* Records:
○ ○ ○ ○ ○ ○ ○

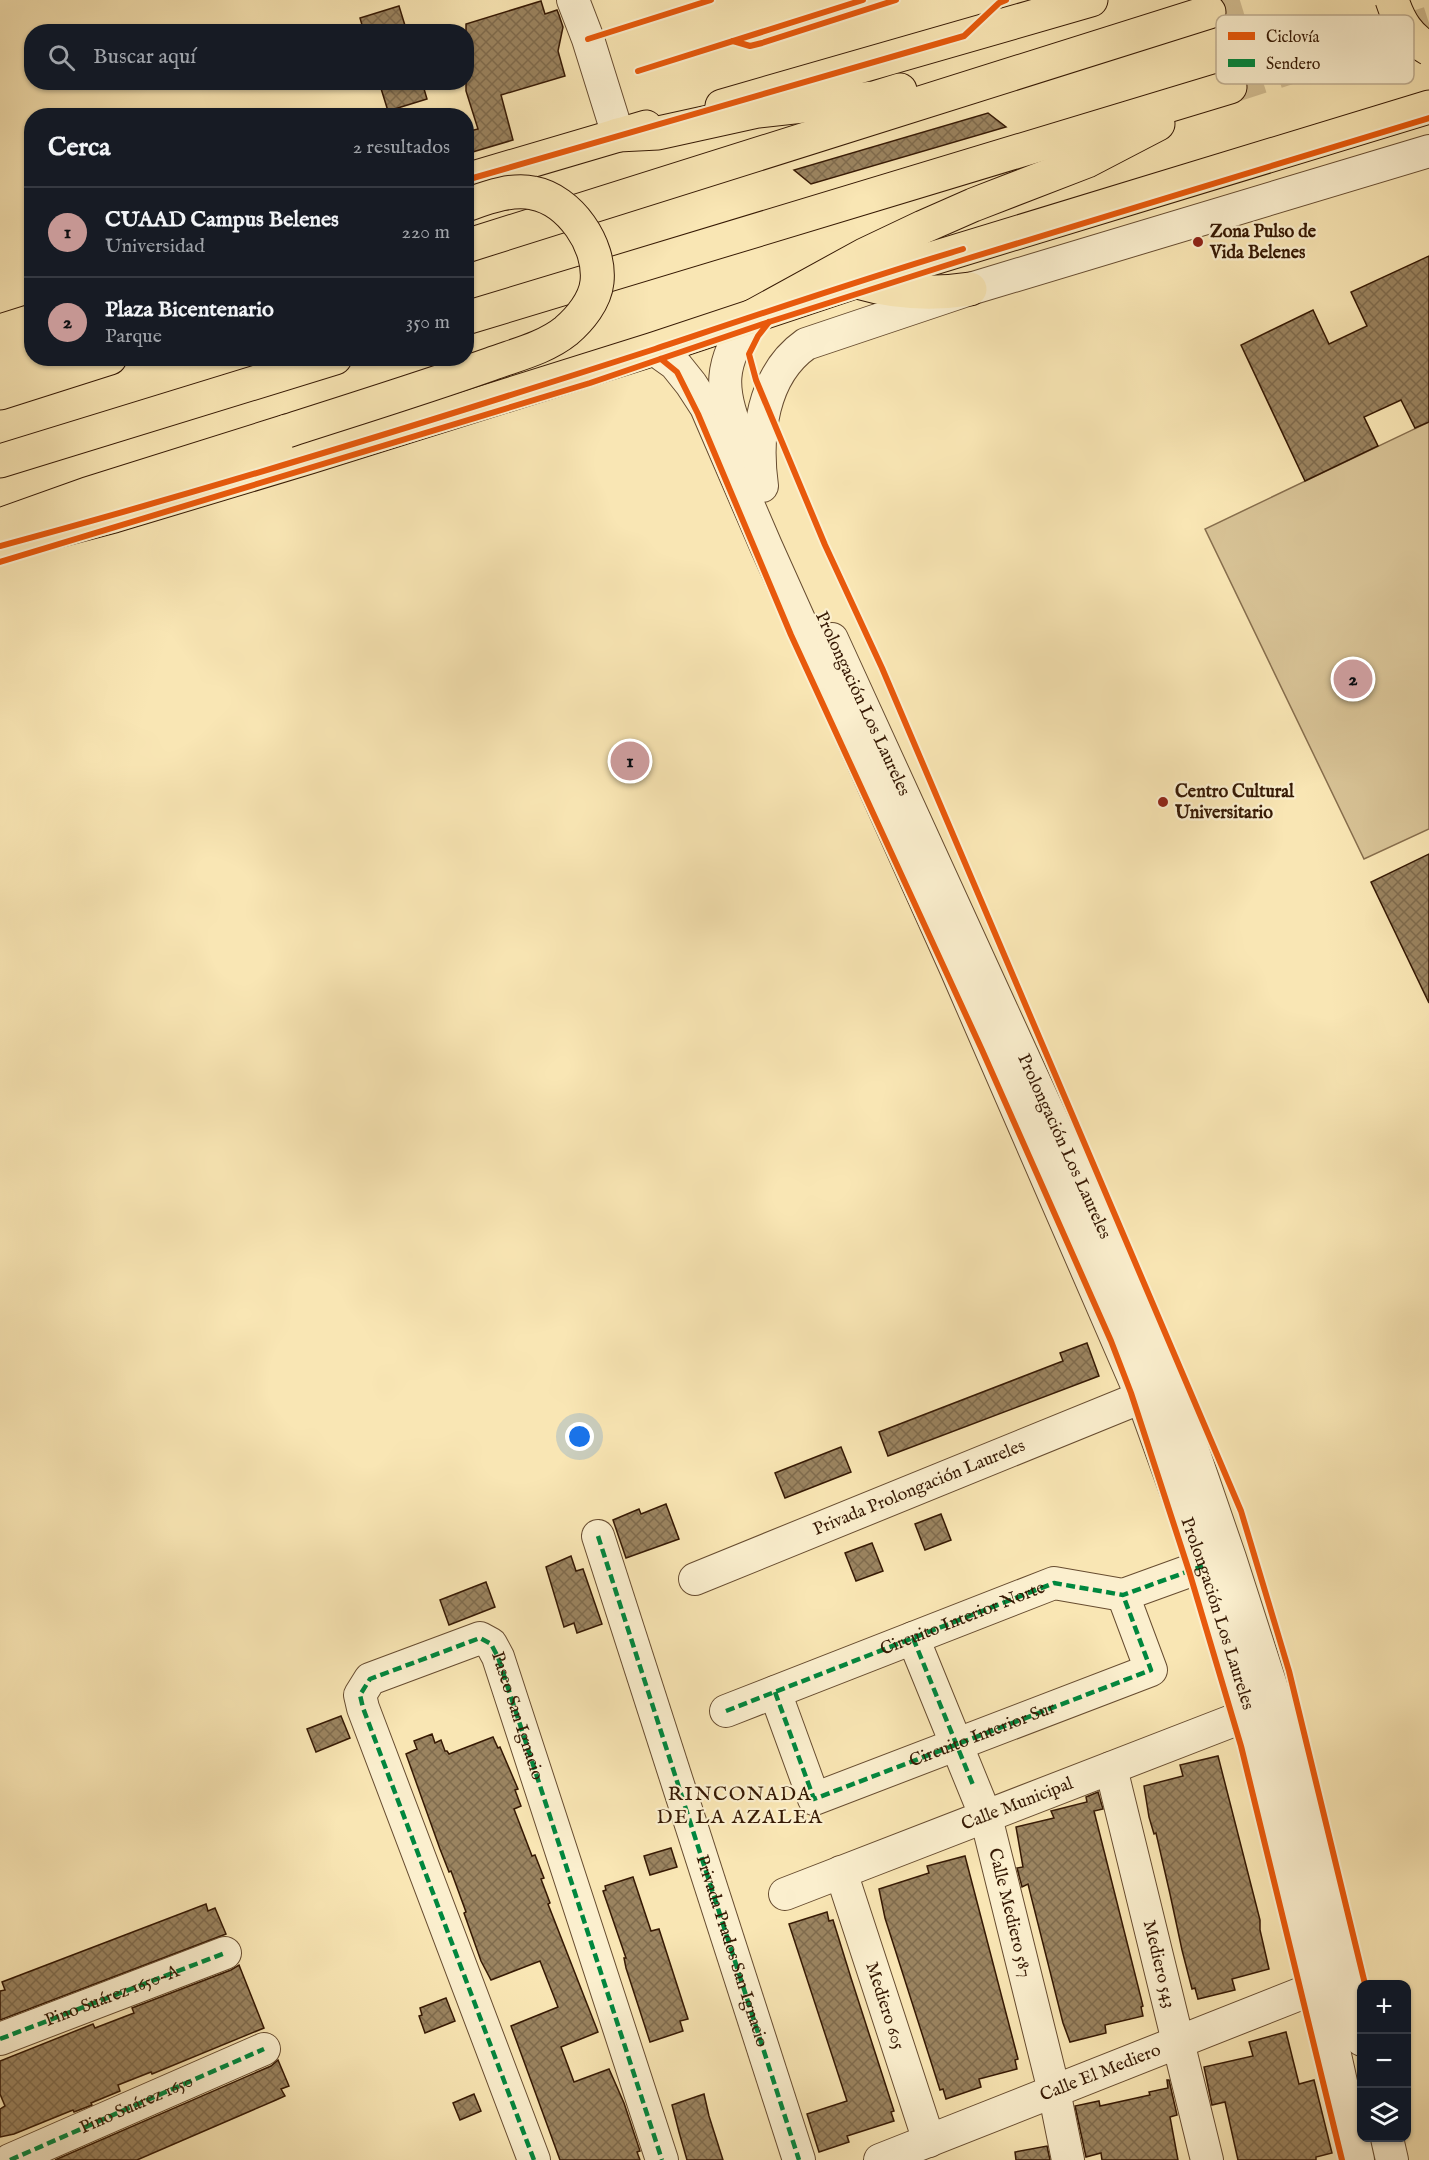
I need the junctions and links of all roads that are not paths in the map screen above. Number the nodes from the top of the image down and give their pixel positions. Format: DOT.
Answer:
graph roads {
  1 [pos="573,0"];
  2 [pos="1091,0"];
  3 [pos="1392,0"];
  4 [pos="1398,15"];
  5 [pos="1414,39"];
  6 [pos="1429,49"];
  7 [pos="1429,107"];
  8 [pos="618,135"];
  9 [pos="1429,151"];
  10 [pos="474,178"];
  11 [pos="474,204"];
  12 [pos="474,243"];
  13 [pos="855,282"];
  14 [pos="970,290"];
  15 [pos="474,316"];
  16 [pos="751,317"];
  17 [pos="24,324"];
  18 [pos="0,331"];
  19 [pos="654,349"];
  20 [pos="24,356"];
  21 [pos="0,364"];
  22 [pos="85,366"];
  23 [pos="309,366"];
  24 [pos="0,393"];
  25 [pos="726,431"];
  26 [pos="0,460"];
  27 [pos="762,486"];
  28 [pos="0,525"];
  29 [pos="0,546"];
  30 [pos="968,964"];
  31 [pos="1169,1381"];
  32 [pos="1142,1397"];
  33 [pos="598,1536"];
  34 [pos="1203,1566"];
  35 [pos="695,1579"];
  36 [pos="1123,1595"];
  37 [pos="913,1638"];
  38 [pos="776,1692"];
  39 [pos="726,1711"];
  40 [pos="1250,1714"];
  41 [pos="956,1745"];
  42 [pos="1111,1768"];
  43 [pos="986,1817"];
  44 [pos="841,1872"];
  45 [pos="785,1894"];
  46 [pos="225,1953"];
  47 [pos="1320,1986"];
  48 [pos="1360,2034"];
  49 [pos="0,2039"];
  50 [pos="1178,2042"];
  51 [pos="264,2049"];
  52 [pos="1054,2091"];
  53 [pos="929,2140"];
  54 [pos="1388,2142"];
  55 [pos="10,2160"];
  56 [pos="534,2160"];
  57 [pos="662,2160"];
  58 [pos="799,2160"];
  59 [pos="880,2160"];
  60 [pos="1068,2160"];
  61 [pos="1207,2160"];
  62 [pos="1358,2160"];
  63 [pos="1392,2160"];
  1 -- 8 [label="street"];
  2 -- 8 [label="main road"];
  3 -- 4 [label="main road, bridge"];
  5 -- 6 [label="main road, bridge"];
  7 -- 13 [label="main road"];
  8 -- 10 [label="main road"];
  8 -- 12 [label="main road"];
  9 -- 14 [label="street"];
  11 -- 28 [label="main road, bridge"];
  13 -- 14 [label="main road"];
  13 -- 16 [label="main road"];
  14 -- 27 [label="street"];
  15 -- 16 [label="main road"];
  16 -- 19 [label="main road"];
  16 -- 25 [label="street, Prolongación Los Laureles"];
  17 -- 18 [label="main road"];
  19 -- 25 [label="street, Prolongación Los Laureles"];
  19 -- 29 [label="main road"];
  20 -- 21 [label="main road"];
  22 -- 24 [label="main road"];
  23 -- 26 [label="main road"];
  25 -- 27 [label="street, Prolongación Los Laureles"];
  25 -- 30 [label="street, Prolongación Los Laureles"];
  27 -- 30 [label="street, Prolongación Los Laureles"];
  30 -- 31 [label="street, Prolongación Los Laureles"];
  30 -- 32 [label="street, Prolongación Los Laureles"];
  31 -- 32 [label="street, Privada Prolongación Laureles"];
  31 -- 48 [label="street, Prolongación Los Laureles"];
  32 -- 34 [label="street, Prolongación Los Laureles"];
  32 -- 35 [label="street, Privada Prolongación Laureles"];
  33 -- 58 [label="street, Privada Prados San Ignacio"];
  34 -- 36 [label="street"];
  34 -- 40 [label="street, Prolongación Los Laureles"];
  36 -- 37 [label="street, Circuito Interior Norte"];
  36 -- 41 [label="street, Circuito Interior Sur"];
  37 -- 38 [label="street, Circuito Interior Norte"];
  37 -- 41 [label="street, Calle Mediero 587"];
  38 -- 39 [label="street, Circuito Interior Norte"];
  38 -- 41 [label="street, Circuito Interior Sur"];
  40 -- 42 [label="street, Calle Municipal"];
  40 -- 47 [label="street, Prolongación Los Laureles"];
  41 -- 43 [label="street, Calle Mediero 587"];
  42 -- 43 [label="street, Calle Municipal"];
  42 -- 50 [label="street, Mediero 543"];
  43 -- 44 [label="street, Calle Municipal"];
  43 -- 52 [label="street, Calle Mediero 587"];
  44 -- 45 [label="street, Calle Municipal"];
  44 -- 53 [label="street, Mediero 605"];
  46 -- 49 [label="street, Pino Suárez 1650-A"];
  47 -- 50 [label="street, Calle El Mediero"];
  47 -- 62 [label="street, Prolongación Los Laureles"];
  50 -- 52 [label="street, Calle El Mediero"];
  50 -- 61 [label="street, Mediero 543"];
  51 -- 55 [label="street, Pino Suárez 1650"];
  52 -- 53 [label="street, Calle El Mediero"];
  52 -- 60 [label="street, Calle Mediero 587"];
  53 -- 59 [label="street, Calle El Mediero"];
  54 -- 63 [label="street"];
  56 -- 57 [label="street, Paseo San Ignacio"];
}
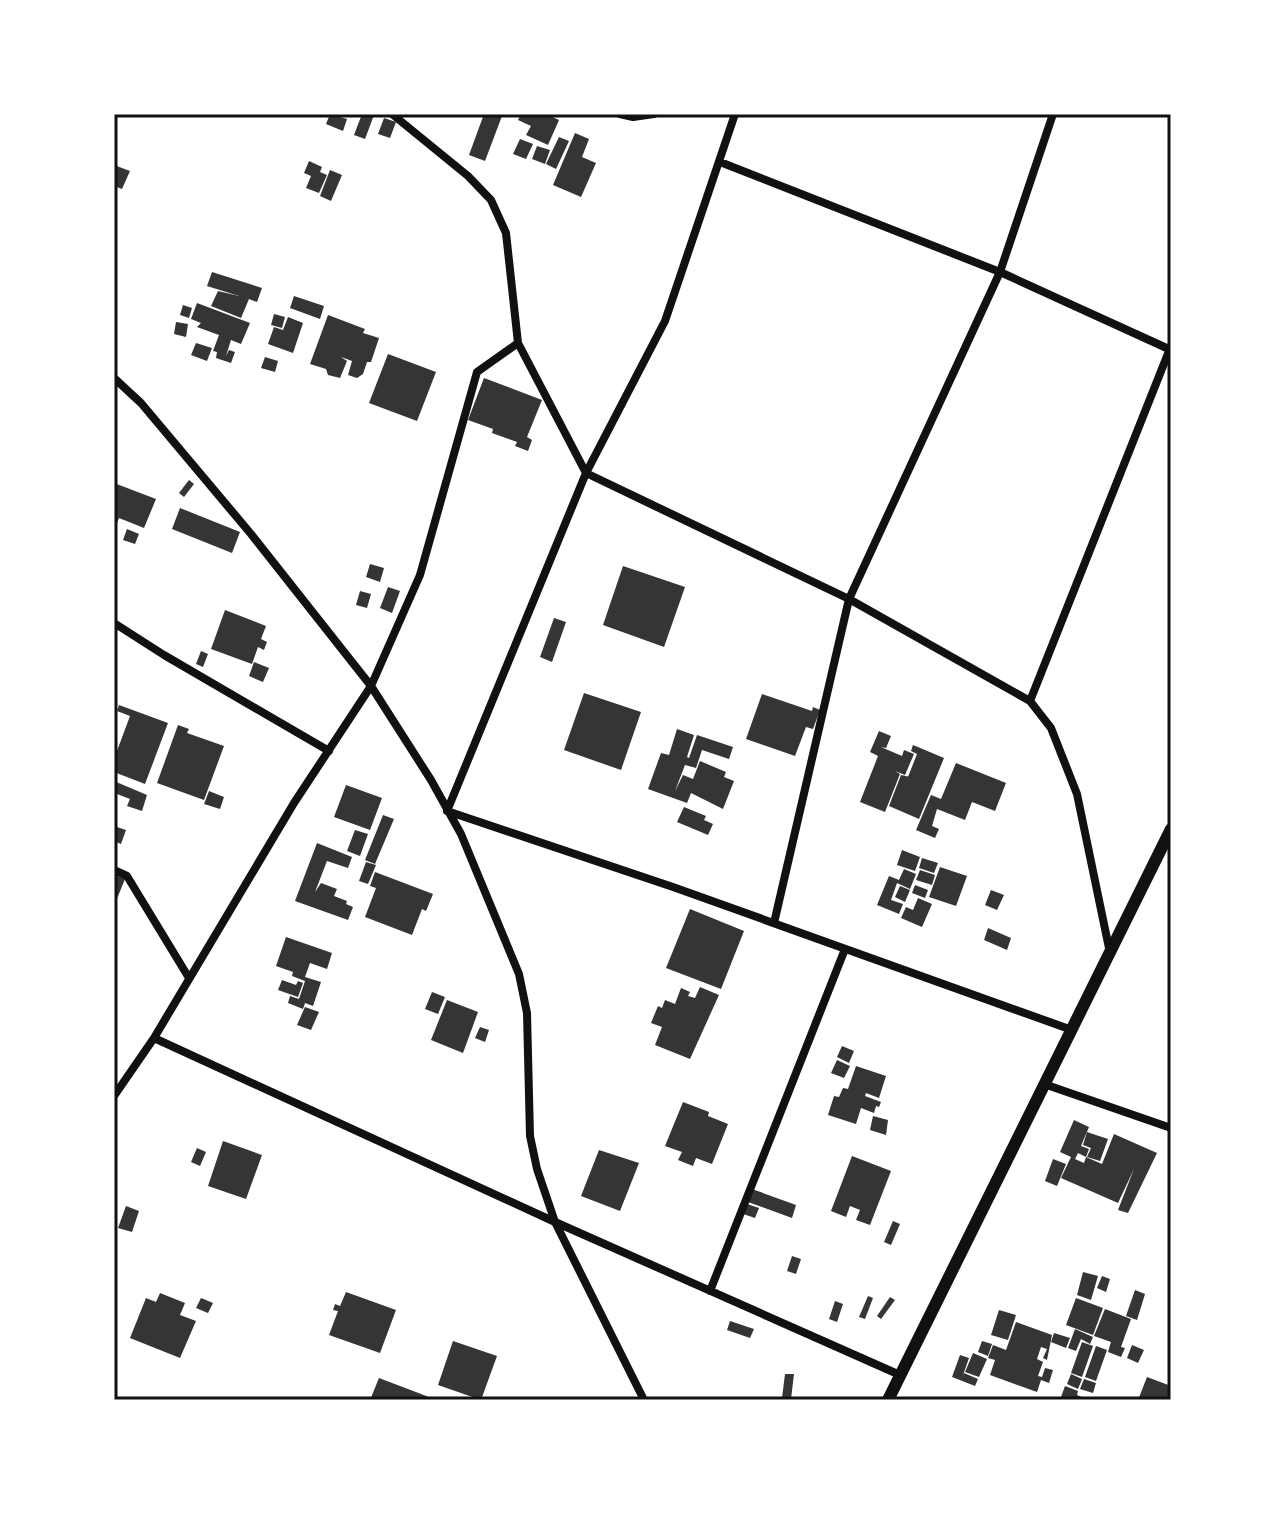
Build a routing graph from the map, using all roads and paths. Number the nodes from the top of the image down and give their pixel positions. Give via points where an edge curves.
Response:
1 (392, 114) edge
2 (620, 114) edge
3 (654, 114) edge
4 (735, 114) edge
5 (1053, 114) edge
6 (720, 162) junction
7 (1000, 272) junction
8 (518, 343) junction
9 (1170, 348) edge
10 (114, 378) edge
11 (586, 473) junction
12 (849, 599) junction
13 (114, 623) edge
14 (371, 686) junction
15 (1030, 701) junction
16 (329, 751) junction
17 (447, 811) junction
18 (1171, 829) edge
19 (114, 870) edge
20 (774, 923) junction
21 (845, 949) junction
22 (1111, 953) junction
23 (189, 978) junction
24 (1072, 1030) junction
25 (154, 1038) junction
26 (1044, 1084) junction
27 (114, 1096) edge
28 (1171, 1128) edge
29 (555, 1222) junction
30 (710, 1291) junction
31 (900, 1375) junction
32 (644, 1400) edge
33 (888, 1400) edge

1 - 8 street via 491,200 506,233
2 - 3 street
4 - 6 street
5 - 7 street
6 - 7 street
6 - 11 street via 665,321
7 - 9 street
7 - 12 street
8 - 11 street
8 - 14 street via 477,372 420,575
9 - 15 street
10 - 14 street via 241,522
11 - 12 street
11 - 17 street
12 - 15 street
12 - 20 street
13 - 16 street
14 - 16 street
14 - 17 street
15 - 22 street via 1051,728 1077,794
16 - 23 street
17 - 20 street
17 - 29 street via 519,974 527,1013 530,1136
18 - 22 street
19 - 23 street via 127,876
20 - 21 street
21 - 24 street
21 - 30 street
22 - 24 street
23 - 25 street
24 - 26 street
25 - 27 street
25 - 29 street
26 - 28 street
26 - 31 street
29 - 30 street
29 - 32 street
30 - 31 street
31 - 33 street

○ ○ ○ ○ ○ ○ ○

* Task to complete: Take each line of the material that contains the word "Municipal" and list it.

* Task solution:
  40 -- 42 [label="street, Calle Municipal"];
  42 -- 43 [label="street, Calle Municipal"];
  43 -- 44 [label="street, Calle Municipal"];
  44 -- 45 [label="street, Calle Municipal"];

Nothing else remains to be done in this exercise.